Start of Block

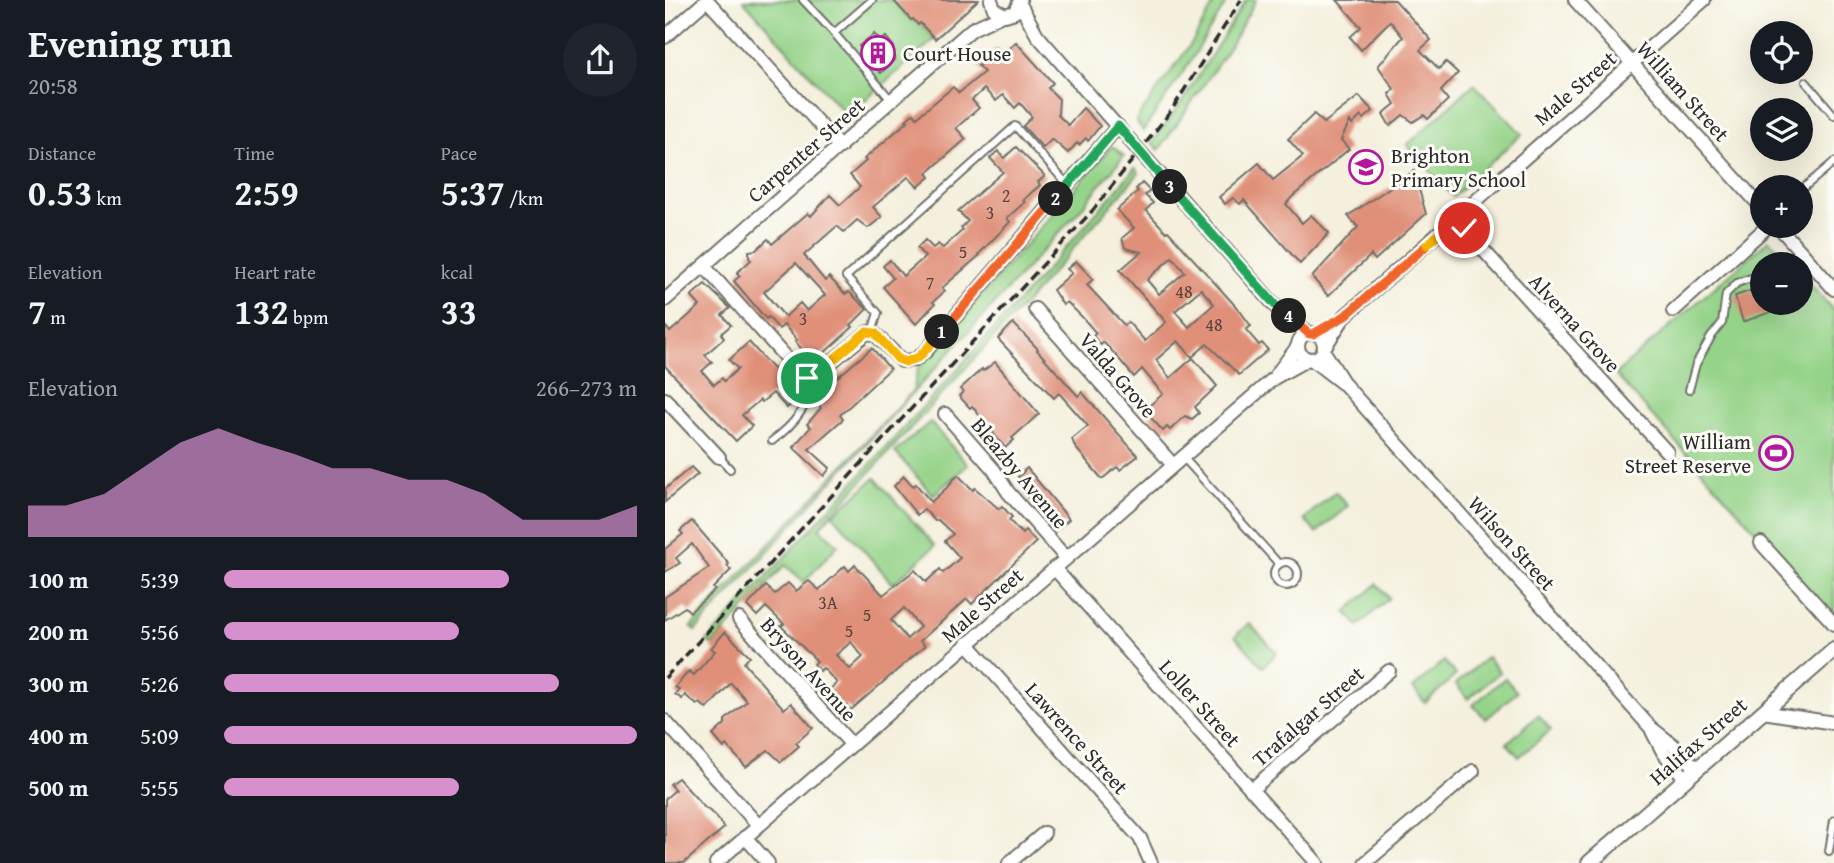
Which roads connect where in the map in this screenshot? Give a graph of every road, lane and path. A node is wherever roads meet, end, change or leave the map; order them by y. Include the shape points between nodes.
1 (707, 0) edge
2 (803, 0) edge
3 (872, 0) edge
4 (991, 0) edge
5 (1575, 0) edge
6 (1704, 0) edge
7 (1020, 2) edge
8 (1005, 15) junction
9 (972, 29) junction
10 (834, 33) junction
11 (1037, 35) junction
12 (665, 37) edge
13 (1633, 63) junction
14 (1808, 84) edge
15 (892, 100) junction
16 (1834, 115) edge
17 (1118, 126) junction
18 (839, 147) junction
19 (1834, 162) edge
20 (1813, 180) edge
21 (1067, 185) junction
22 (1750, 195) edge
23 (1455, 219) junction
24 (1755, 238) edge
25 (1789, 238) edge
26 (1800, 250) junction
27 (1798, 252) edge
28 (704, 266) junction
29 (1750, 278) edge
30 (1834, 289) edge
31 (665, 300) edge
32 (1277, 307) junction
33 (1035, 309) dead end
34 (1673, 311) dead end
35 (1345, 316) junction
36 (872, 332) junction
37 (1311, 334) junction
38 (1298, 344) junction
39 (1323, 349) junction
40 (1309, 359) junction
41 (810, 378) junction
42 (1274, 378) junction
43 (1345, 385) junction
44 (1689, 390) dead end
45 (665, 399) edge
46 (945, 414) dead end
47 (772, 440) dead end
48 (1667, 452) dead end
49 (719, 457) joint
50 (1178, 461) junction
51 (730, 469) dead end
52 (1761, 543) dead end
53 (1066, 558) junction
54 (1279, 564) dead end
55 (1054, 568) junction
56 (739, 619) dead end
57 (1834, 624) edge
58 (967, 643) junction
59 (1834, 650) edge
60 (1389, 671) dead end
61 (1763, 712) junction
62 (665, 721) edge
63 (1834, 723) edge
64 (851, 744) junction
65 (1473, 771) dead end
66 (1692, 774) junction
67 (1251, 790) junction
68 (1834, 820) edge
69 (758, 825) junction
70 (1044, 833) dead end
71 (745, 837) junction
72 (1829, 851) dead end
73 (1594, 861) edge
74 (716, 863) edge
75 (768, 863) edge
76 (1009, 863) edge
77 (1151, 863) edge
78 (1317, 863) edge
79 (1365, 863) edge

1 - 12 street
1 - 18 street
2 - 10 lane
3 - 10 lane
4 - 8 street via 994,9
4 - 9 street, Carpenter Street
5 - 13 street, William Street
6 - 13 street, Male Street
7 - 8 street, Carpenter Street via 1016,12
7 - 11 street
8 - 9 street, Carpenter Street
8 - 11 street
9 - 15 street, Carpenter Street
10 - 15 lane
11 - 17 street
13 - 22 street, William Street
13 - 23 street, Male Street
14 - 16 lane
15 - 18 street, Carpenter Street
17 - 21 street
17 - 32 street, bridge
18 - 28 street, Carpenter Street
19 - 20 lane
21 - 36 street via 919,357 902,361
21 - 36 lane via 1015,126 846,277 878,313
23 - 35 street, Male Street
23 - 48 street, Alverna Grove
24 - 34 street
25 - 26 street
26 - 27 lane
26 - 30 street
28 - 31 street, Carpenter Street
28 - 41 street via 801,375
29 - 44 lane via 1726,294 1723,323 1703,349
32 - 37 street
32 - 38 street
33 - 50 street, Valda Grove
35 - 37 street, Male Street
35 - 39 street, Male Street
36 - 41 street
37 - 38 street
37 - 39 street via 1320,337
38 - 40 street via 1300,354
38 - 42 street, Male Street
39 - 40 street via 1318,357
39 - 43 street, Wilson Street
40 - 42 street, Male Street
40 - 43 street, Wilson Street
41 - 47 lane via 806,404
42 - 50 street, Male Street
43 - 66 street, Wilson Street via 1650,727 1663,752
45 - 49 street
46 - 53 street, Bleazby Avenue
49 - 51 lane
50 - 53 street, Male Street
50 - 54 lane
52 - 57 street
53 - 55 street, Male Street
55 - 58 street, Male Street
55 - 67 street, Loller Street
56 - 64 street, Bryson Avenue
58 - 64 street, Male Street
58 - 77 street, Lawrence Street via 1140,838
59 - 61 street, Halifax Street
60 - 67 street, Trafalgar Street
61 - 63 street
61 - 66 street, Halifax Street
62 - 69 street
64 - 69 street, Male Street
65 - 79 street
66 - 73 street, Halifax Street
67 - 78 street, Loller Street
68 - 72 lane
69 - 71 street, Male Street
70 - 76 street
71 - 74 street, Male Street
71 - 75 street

End of Block

▸ What is required
Scan the material above for lines holding "William" and copy each of them.

▸ Completed exercise
5 - 13 street, William Street
13 - 22 street, William Street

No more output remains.